Records supplied Block Start

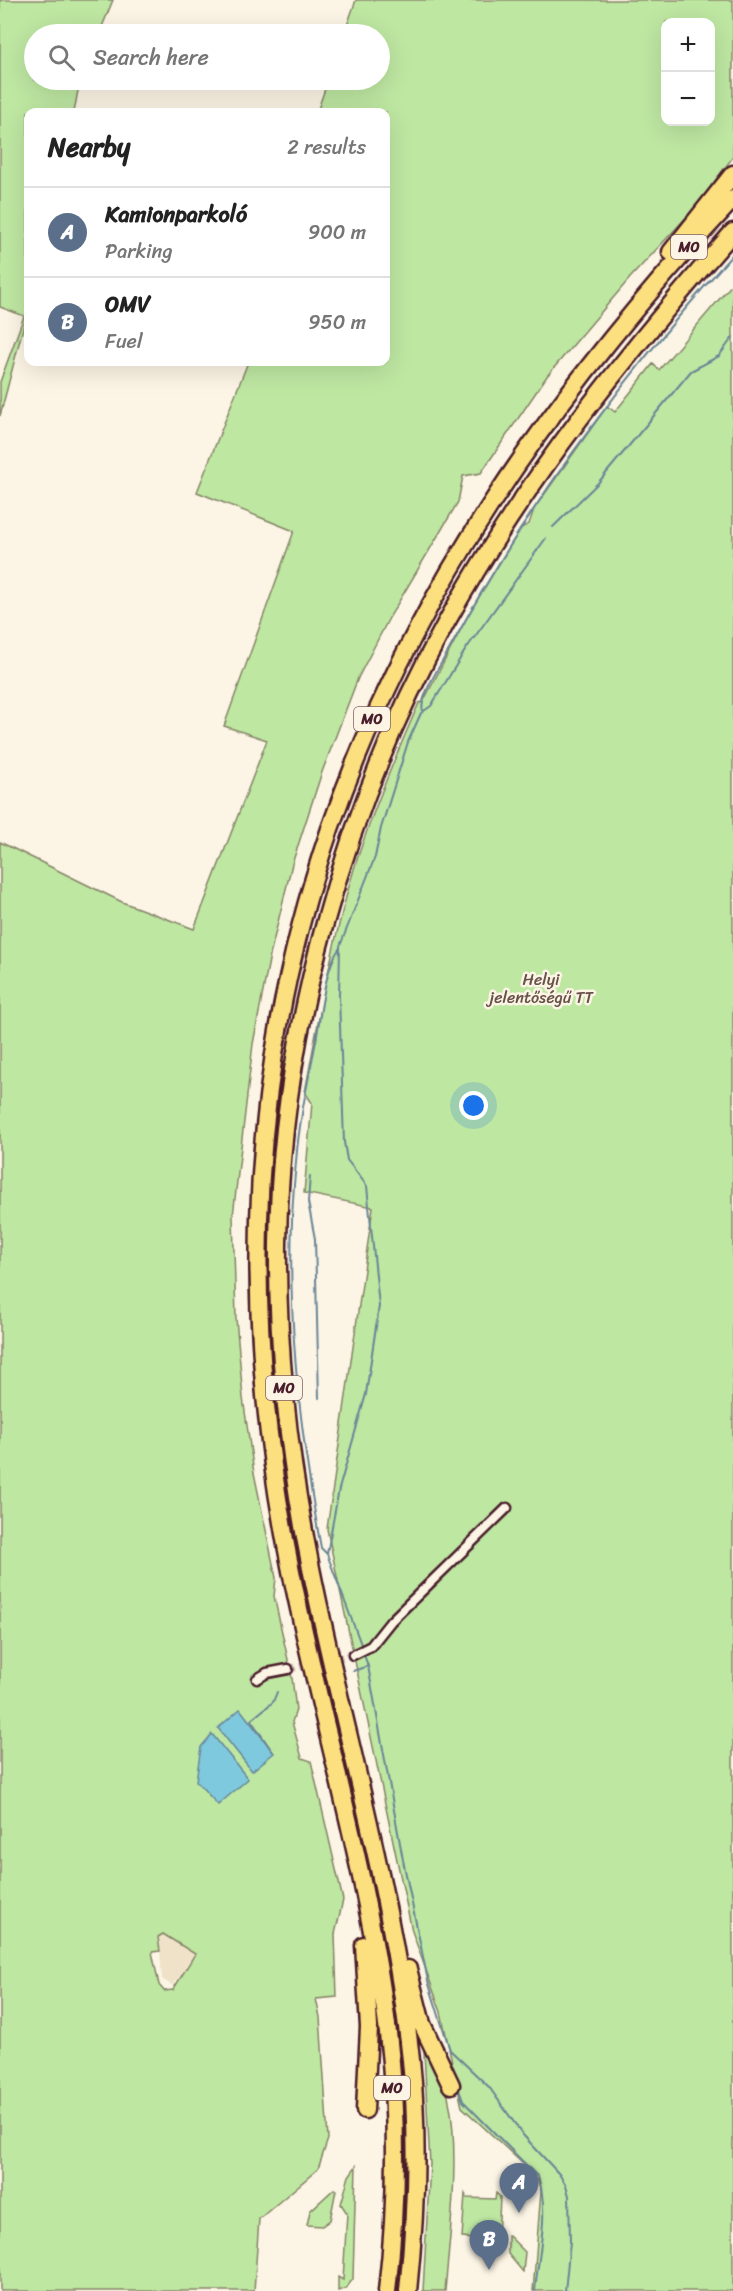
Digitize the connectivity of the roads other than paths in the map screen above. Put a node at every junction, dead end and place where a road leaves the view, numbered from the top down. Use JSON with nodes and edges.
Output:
{"nodes":[{"id":1,"x":733,"y":174,"type":"edge"},
{"id":2,"x":733,"y":199,"type":"edge"},
{"id":3,"x":733,"y":232,"type":"edge"},
{"id":4,"x":646,"y":296,"type":"junction"},
{"id":5,"x":507,"y":1508,"type":"dead end"},
{"id":6,"x":360,"y":1652,"type":"tunnel mouth"},
{"id":7,"x":288,"y":1669,"type":"tunnel mouth"},
{"id":8,"x":257,"y":1679,"type":"dead end"},
{"id":9,"x":362,"y":1887,"type":"junction"},
{"id":10,"x":388,"y":1912,"type":"junction"},
{"id":11,"x":451,"y":2085,"type":"dead end"},
{"id":12,"x":364,"y":2110,"type":"dead end"},
{"id":13,"x":387,"y":2291,"type":"edge"},
{"id":14,"x":408,"y":2291,"type":"edge"}],
"edges":[{"from":1,"to":4,"type":"highway"},
{"from":2,"to":4,"type":"highway","number":"M0"},
{"from":3,"to":10,"type":"highway","number":"M0"},
{"from":4,"to":9,"type":"highway","number":"M0"},
{"from":5,"to":6,"type":"street"},
{"from":7,"to":8,"type":"street"},
{"from":9,"to":12,"type":"highway"},
{"from":9,"to":13,"type":"highway","number":"M0"},
{"from":10,"to":11,"type":"highway"},
{"from":10,"to":14,"type":"highway","number":"M0"}]}
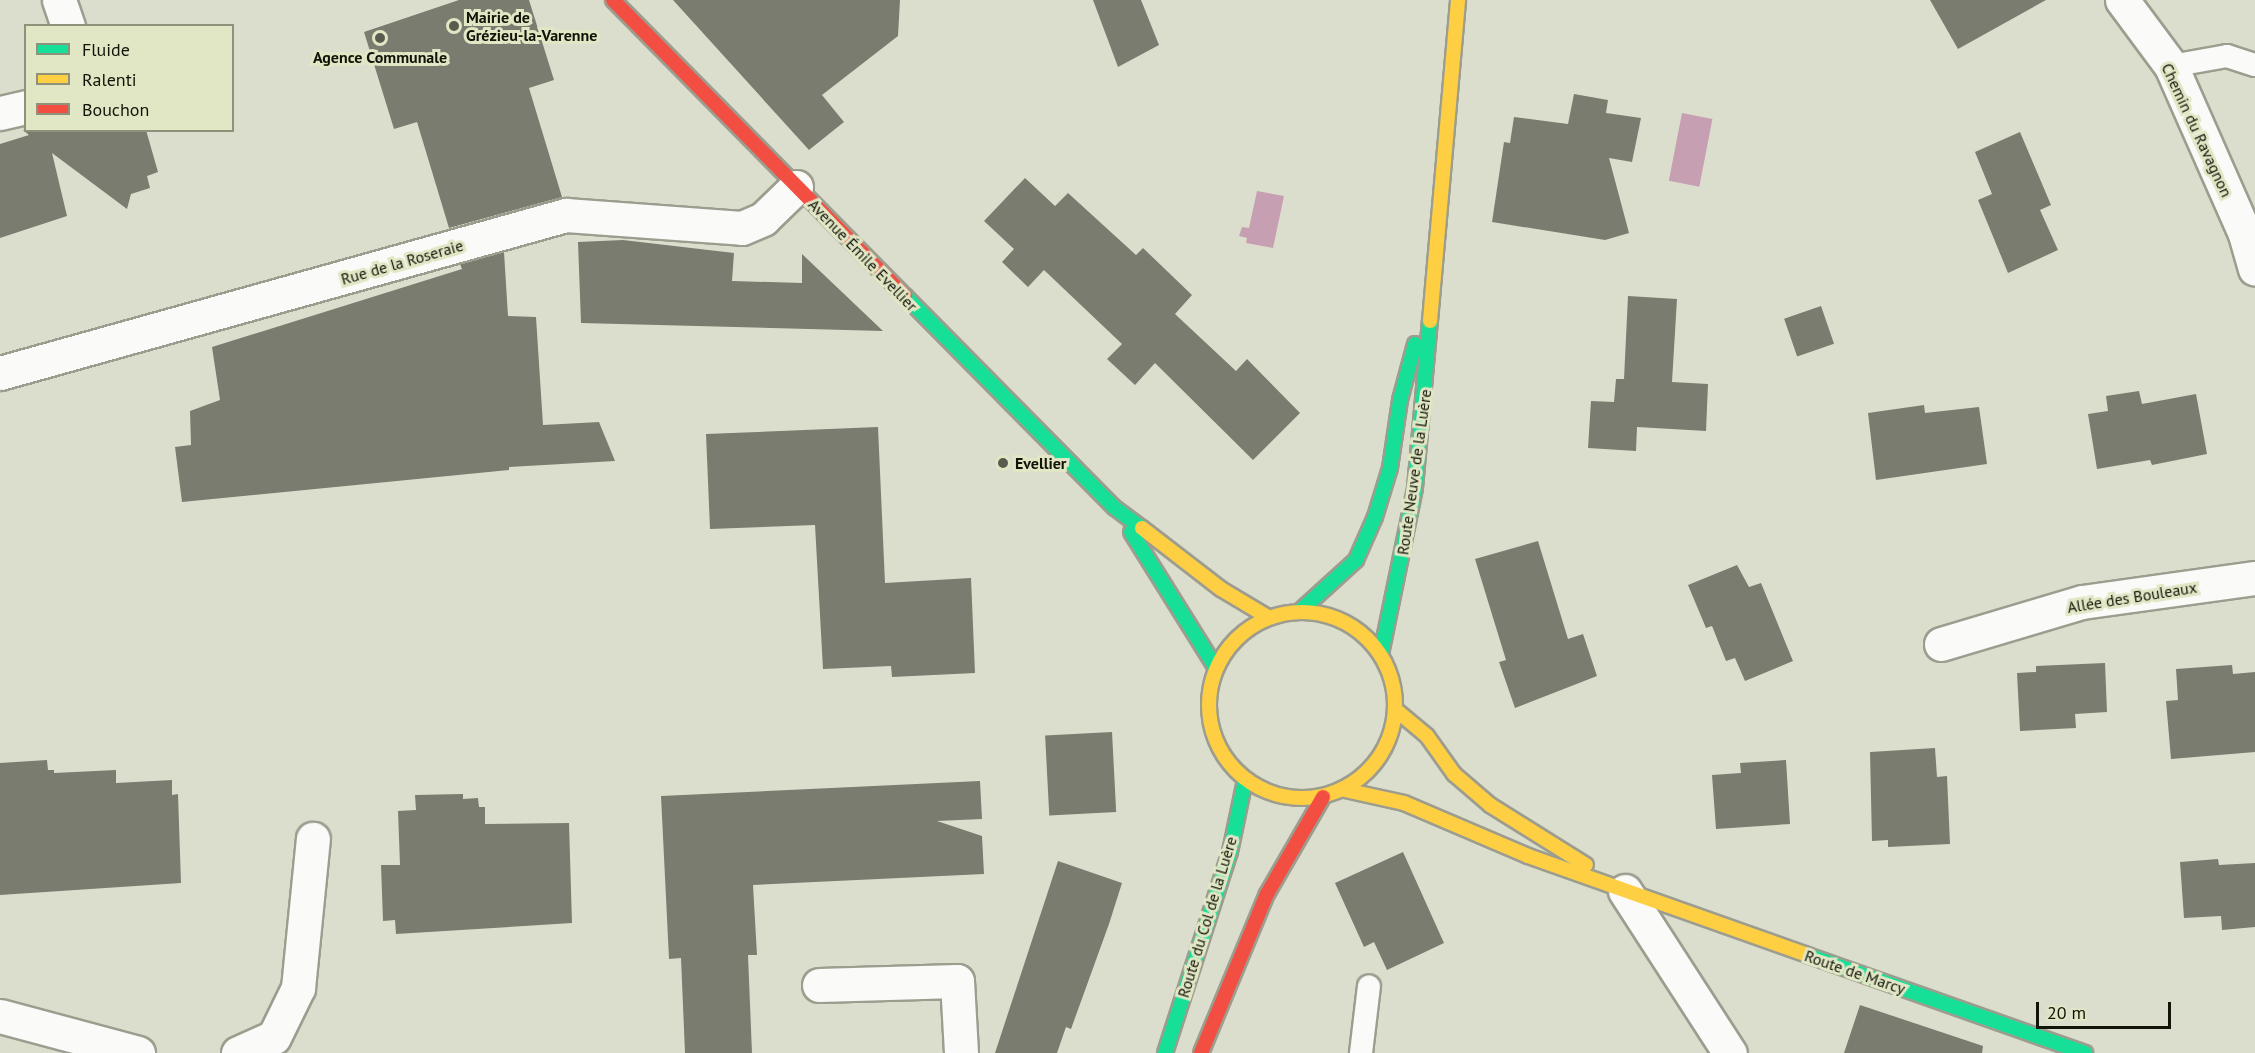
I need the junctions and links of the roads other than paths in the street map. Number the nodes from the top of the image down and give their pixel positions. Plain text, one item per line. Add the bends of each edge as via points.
1 (59, 0) edge
2 (613, 0) edge
3 (1458, 0) edge
4 (2122, 0) edge
5 (67, 24) edge
6 (2255, 65) edge
7 (2171, 66) junction
8 (24, 107) edge
9 (0, 113) edge
10 (796, 187) junction
11 (2255, 268) edge
12 (1430, 287) junction
13 (0, 373) edge
14 (1115, 508) junction
15 (2255, 578) edge
16 (1300, 611) junction
17 (1268, 617) junction
18 (1941, 644) dead end
19 (1381, 654) junction
20 (1216, 668) junction
21 (1396, 710) junction
22 (1245, 780) junction
23 (1345, 790) junction
24 (1323, 797) junction
25 (313, 839) dead end
26 (1625, 891) junction
27 (819, 985) dead end
28 (1369, 986) dead end
29 (0, 1016) edge
30 (138, 1053) edge
31 (238, 1053) edge
32 (961, 1053) edge
33 (1164, 1053) edge
34 (1201, 1053) edge
35 (1361, 1053) edge
36 (1730, 1053) edge
37 (2085, 1053) edge

1 - 5 street
2 - 10 main road, Avenue Émile Evellier
3 - 12 main road, Route Neuve de la Luère
4 - 7 street, Chemin du Ravagnon
6 - 7 lane via 2227,56
7 - 11 street, Chemin du Ravagnon via 2245,234
8 - 9 street
10 - 13 street, Rue de la Roseraie via 763,219 742,228 566,215
10 - 14 main road, Avenue Émile Evellier
12 - 16 main road, Route Neuve de la Luère via 1400,400 1390,468 1375,517 1356,560
12 - 19 main road, Route Neuve de la Luère via 1427,387 1416,488
14 - 17 main road, Avenue Émile Evellier via 1221,589
14 - 20 main road, Avenue Émile Evellier via 1170,589
15 - 18 street, Allée des Bouleaux via 2082,603
16 - 17 main road
16 - 19 main road via 1332,616 1359,631
17 - 20 main road via 1236,637
19 - 21 main road via 1393,681
20 - 22 main road via 1208,708 1218,748
21 - 23 main road via 1383,751 1371,770
21 - 26 main road, Route de Marcy via 1427,736 1454,774 1490,805 1540,833
22 - 24 main road via 1295,799
22 - 33 main road, Route du Col de la Luère via 1230,852
23 - 24 main road
23 - 26 main road, Route de Marcy via 1404,803
24 - 34 main road via 1267,894
25 - 31 street via 298,988 274,1037
26 - 36 street
26 - 37 main road, Route de Marcy
27 - 32 street via 957,981
28 - 35 lane
29 - 30 street

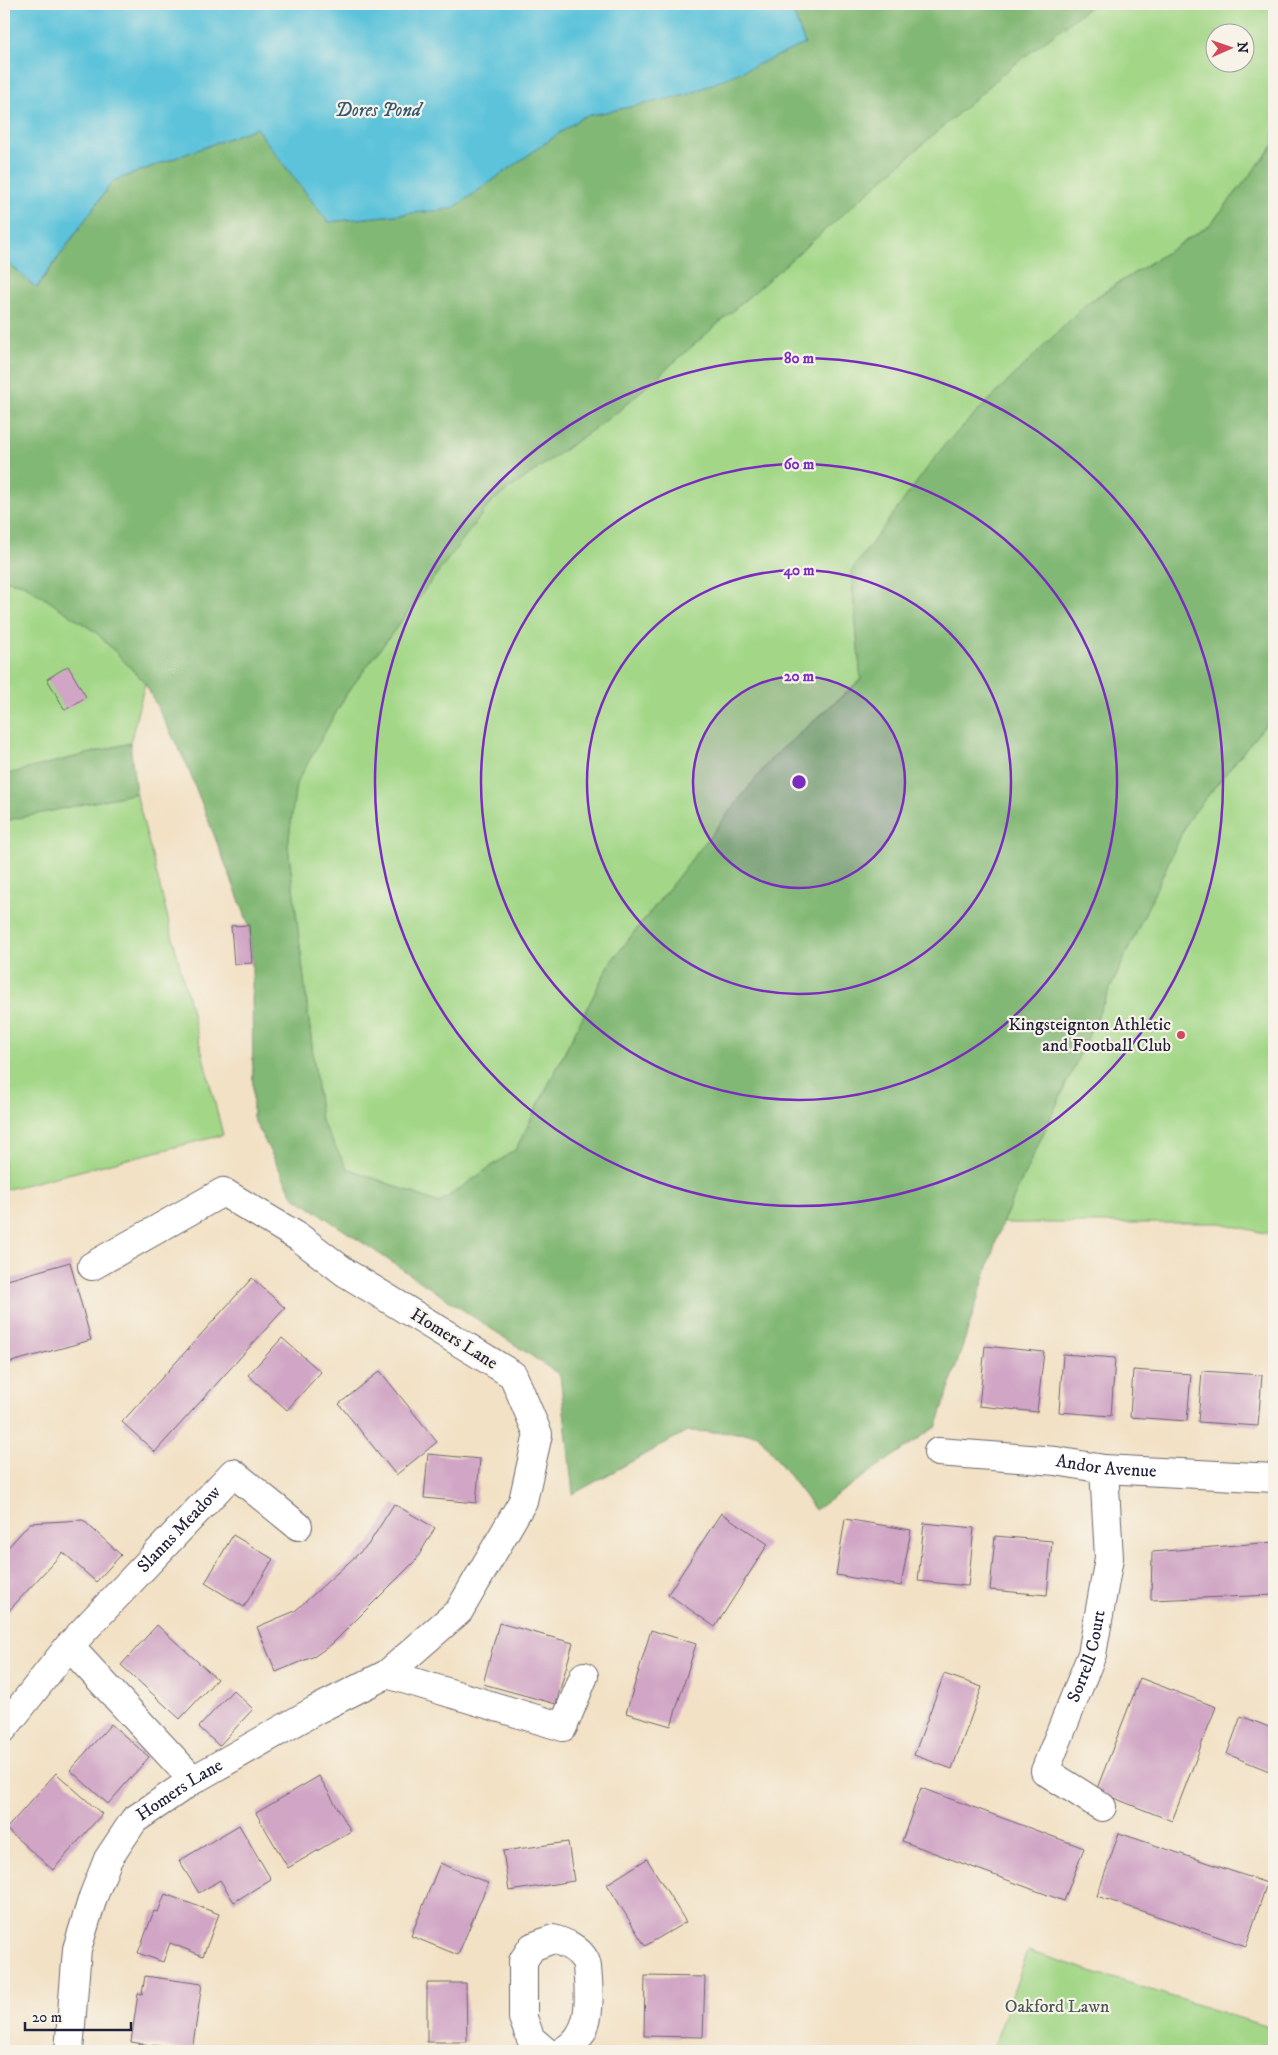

Records supplied Block End

Prompt
State how many lines of the records above contain the word "Neuve", giving only that number.

Response to the task
3